Date registered: August 22, 2011
One point that may not be obvious to both new and seasoned CR-48 users is the distinction between “Channels” and “Modes”. You may hear of people running in Developer mode, or you may hear of OS upgrades coming over the Beta or Developer channels. What are the differences, and why should I care as a user? Here is a brief description of the differences between modes and channels, and the distinctions of each.

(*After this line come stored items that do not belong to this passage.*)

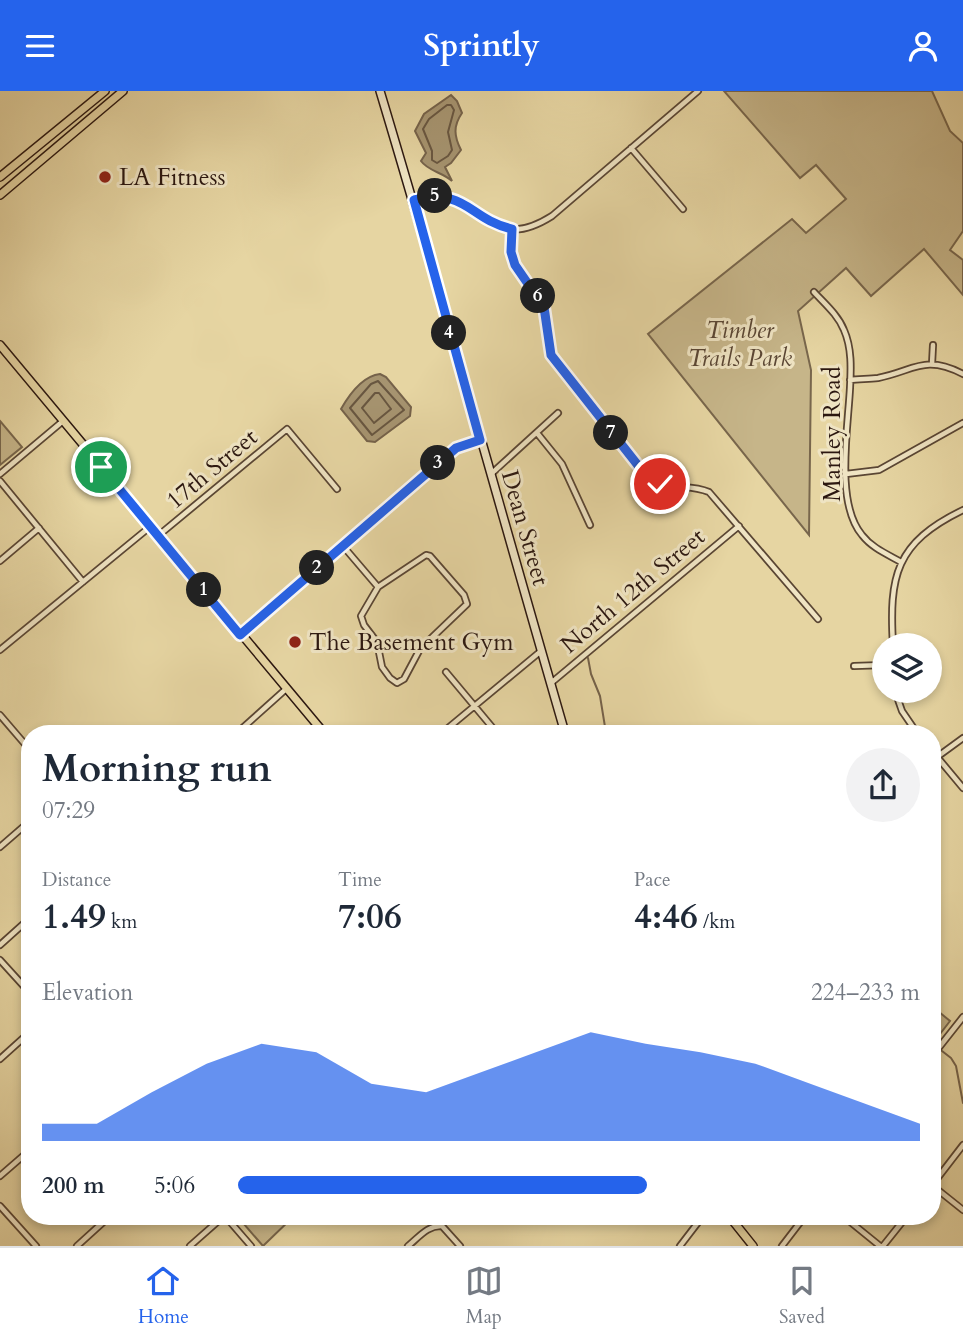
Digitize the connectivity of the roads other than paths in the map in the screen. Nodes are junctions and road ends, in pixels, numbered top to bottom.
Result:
1 (105, 91) edge
2 (122, 91) edge
3 (380, 91) edge
4 (698, 91) edge
5 (631, 148) junction
6 (0, 177) edge
7 (0, 195) edge
8 (414, 200) junction
9 (683, 208) dead end
10 (512, 229) junction
11 (814, 292) dead end
12 (0, 345) edge
13 (933, 345) dead end
14 (932, 364) junction
15 (963, 374) edge
16 (850, 380) junction
17 (558, 414) dead end
18 (62, 421) junction
19 (963, 423) edge
20 (537, 433) junction
21 (480, 440) junction
22 (0, 474) edge
23 (846, 474) junction
24 (490, 475) junction
25 (0, 481) edge
26 (337, 489) dead end
27 (963, 510) edge
28 (590, 525) dead end
29 (151, 526) junction
30 (738, 526) junction
31 (39, 528) junction
32 (159, 535) junction
33 (343, 546) junction
34 (0, 561) edge
35 (901, 562) junction
36 (83, 582) junction
37 (377, 587) junction
38 (818, 619) dead end
39 (893, 633) edge
40 (240, 635) junction
41 (0, 650) edge
42 (541, 651) junction
43 (872, 665) edge
44 (853, 666) dead end
45 (446, 673) dead end
46 (550, 684) junction
47 (286, 689) junction
48 (899, 703) edge
49 (474, 706) junction
50 (0, 715) edge
51 (246, 725) edge
52 (317, 725) edge
53 (451, 725) edge
54 (490, 725) edge
55 (563, 725) edge
56 (912, 725) edge
57 (963, 738) edge
58 (21, 740) edge
59 (941, 751) edge
60 (941, 762) edge
61 (963, 788) edge
62 (21, 828) edge
63 (1, 845) edge
64 (21, 926) edge
65 (0, 945) edge
66 (0, 960) edge
67 (21, 983) edge
68 (963, 1017) edge
69 (21, 1040) edge
70 (941, 1045) edge
71 (0, 1059) edge
72 (963, 1145) edge
73 (21, 1158) edge
74 (941, 1174) edge
75 (0, 1176) edge
76 (941, 1192) edge
77 (0, 1206) edge
78 (963, 1210) edge
79 (100, 1225) edge
80 (214, 1225) edge
81 (232, 1225) edge
82 (696, 1225) edge
83 (736, 1225) edge
84 (799, 1225) edge
85 (855, 1225) edge
86 (900, 1225) edge
87 (36, 1246) edge
88 (77, 1246) edge
89 (190, 1246) edge
90 (251, 1246) edge
91 (408, 1246) edge
92 (460, 1246) edge
93 (680, 1246) edge
94 (753, 1246) edge
95 (782, 1246) edge
96 (882, 1246) edge

1 - 6 main road
2 - 7 main road
3 - 8 street, Dean Street
4 - 5 street
5 - 9 street
5 - 10 street
8 - 10 street
8 - 21 street, Dean Street
10 - 30 street
11 - 16 street, Manley Road
12 - 18 main road
13 - 14 street
14 - 15 street
14 - 16 street
16 - 23 street, Manley Road
17 - 20 street
18 - 22 street
18 - 29 main road
19 - 23 street
20 - 24 street
20 - 28 street
21 - 24 street, Dean Street
21 - 33 street
23 - 35 street, Manley Road
24 - 42 street, Dean Street
25 - 31 street
26 - 32 street, 17th Street
27 - 35 street
29 - 32 main road
29 - 36 street
30 - 38 street
30 - 46 street, North 12th Street
31 - 34 street
31 - 36 street
32 - 40 main road
33 - 37 street
33 - 40 street
35 - 39 street
36 - 41 street
37 - 37 street
40 - 47 main road
42 - 46 street, Dean Street
42 - 49 street, North 12th Street
43 - 44 street
45 - 49 street
46 - 55 street, Dean Street
47 - 51 street
47 - 52 main road
48 - 56 street
49 - 53 street, North 12th Street
49 - 54 street
50 - 58 street
57 - 59 street
60 - 61 street
62 - 63 street
64 - 65 street
66 - 67 street
68 - 70 street
69 - 71 street
72 - 74 street
73 - 75 street
76 - 78 street
77 - 87 street
79 - 88 street
80 - 89 street
81 - 90 street
82 - 93 street
83 - 94 main road
84 - 95 street
85 - 96 street
86 - 96 street
91 - 92 street

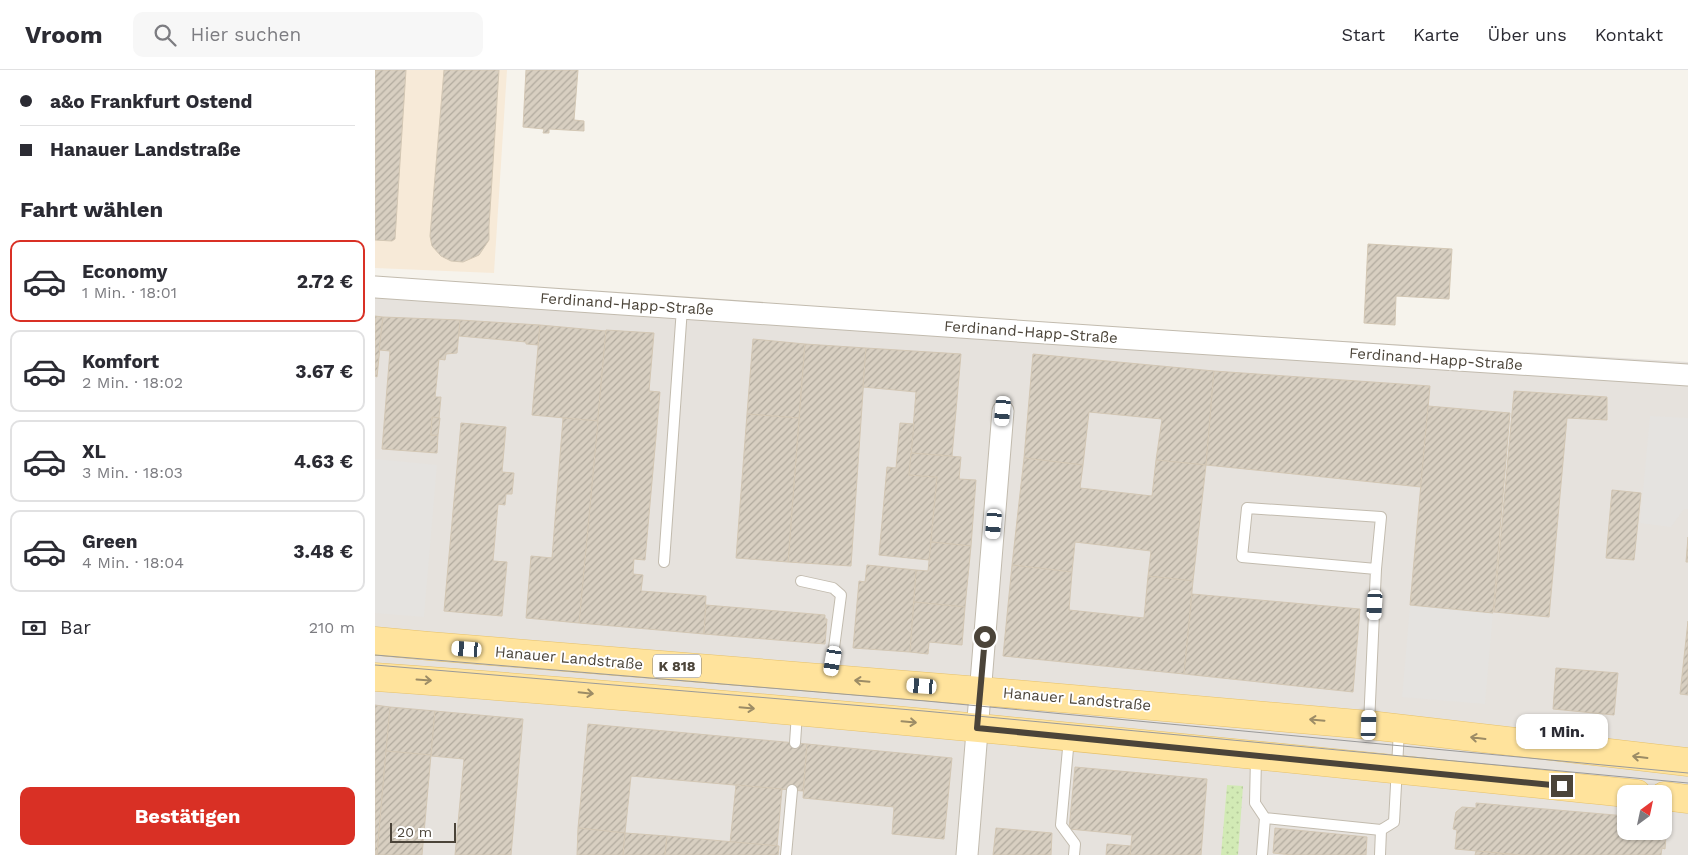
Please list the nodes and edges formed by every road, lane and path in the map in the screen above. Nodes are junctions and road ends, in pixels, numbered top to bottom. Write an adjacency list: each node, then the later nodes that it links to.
1 (375, 287): 2 (street, Ferdinand-Happ-Straße)
2 (682, 308): 3 (street, Ferdinand-Happ-Straße); 5 (lane)
3 (1688, 376)
4 (1003, 411): 11 (street)
5 (665, 562)
6 (1376, 569): 6 (lane); 13 (lane)
7 (801, 581): 10 (lane)
8 (375, 641): 10 (main road, Hanauer Landstraße / K 818)
9 (375, 676): 12 (main road, K 818, one-way to 12)
10 (829, 679): 11 (main road, Hanauer Landstraße / K 818, one-way to 10)
11 (980, 691): 13 (main road, Hanauer Landstraße / K 818, one-way to 11); 14 (street)
12 (797, 712): 14 (main road, K 818, one-way to 14); 17 (lane)
13 (1369, 725): 15 (main road, Hanauer Landstraße / K 818)
14 (977, 728): 16 (main road, K 818); 28 (street)
15 (1399, 729): 19 (main road, Hanauer Landstraße / K 818, one-way to 15); 20 (lane)
16 (1069, 738): 18 (main road, K 818); 29 (lane)
17 (795, 742)
18 (1256, 756): 20 (main road, K 818); 25 (lane)
19 (1688, 762)
20 (1397, 770): 22 (main road, K 818); 26 (lane)
21 (792, 790): 27 (lane)
22 (1617, 792)
23 (1673, 797): 24 (main road)
24 (1688, 799)
25 (1265, 818): 26 (lane); 30 (lane)
26 (1381, 830): 31 (lane)
27 (787, 855)
28 (967, 855)
29 (1074, 855)
30 (1262, 855)
31 (1379, 855)

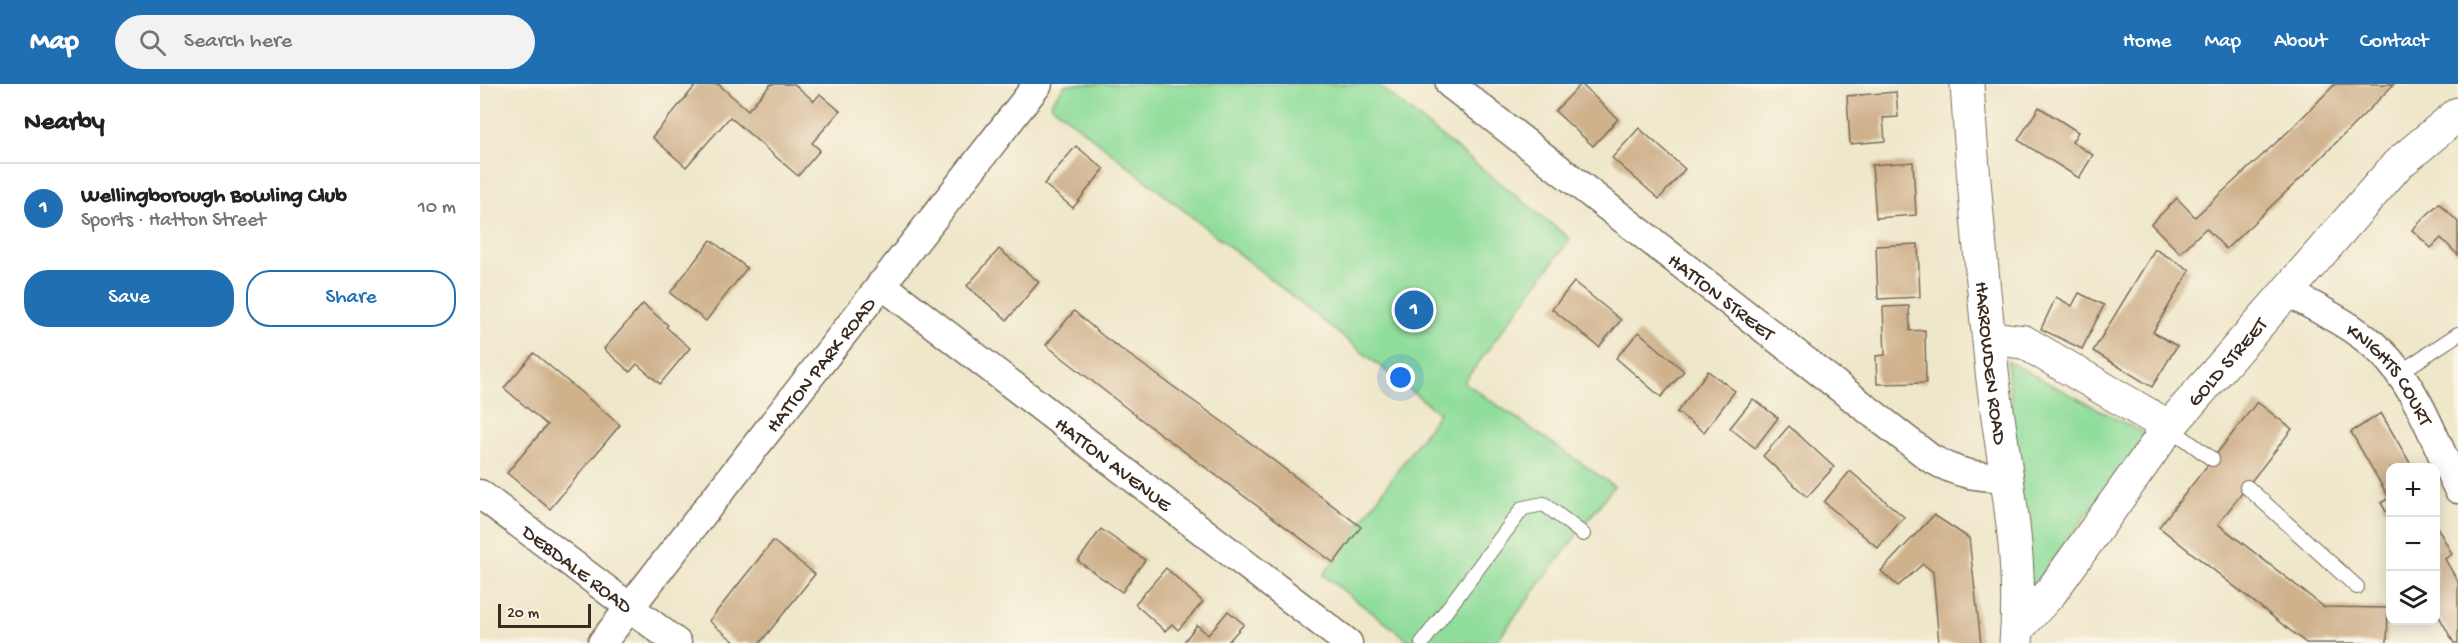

Channels determine what version of the OS is loaded onto your CR-48. There are currently two OS channels: Beta and Developer. The Beta channel makes available the latest Chrome OS release intended for normal users. This channel provides a more stable and reliable OS version. The Developer channel makes available the latest developer build of the Chrome OS. It is intended for developers and more advanced users to get a glimpse of what is coming next for the beta users. It is more of a test platform. While features and functions may be added, releases coming from the Developer channel are typically considered less stable than those coming over the Beta channel.
Users who are not computer-savvy or don’t want to hassle with possible instability of new or untested features may want to stick with releases from the Beta channel.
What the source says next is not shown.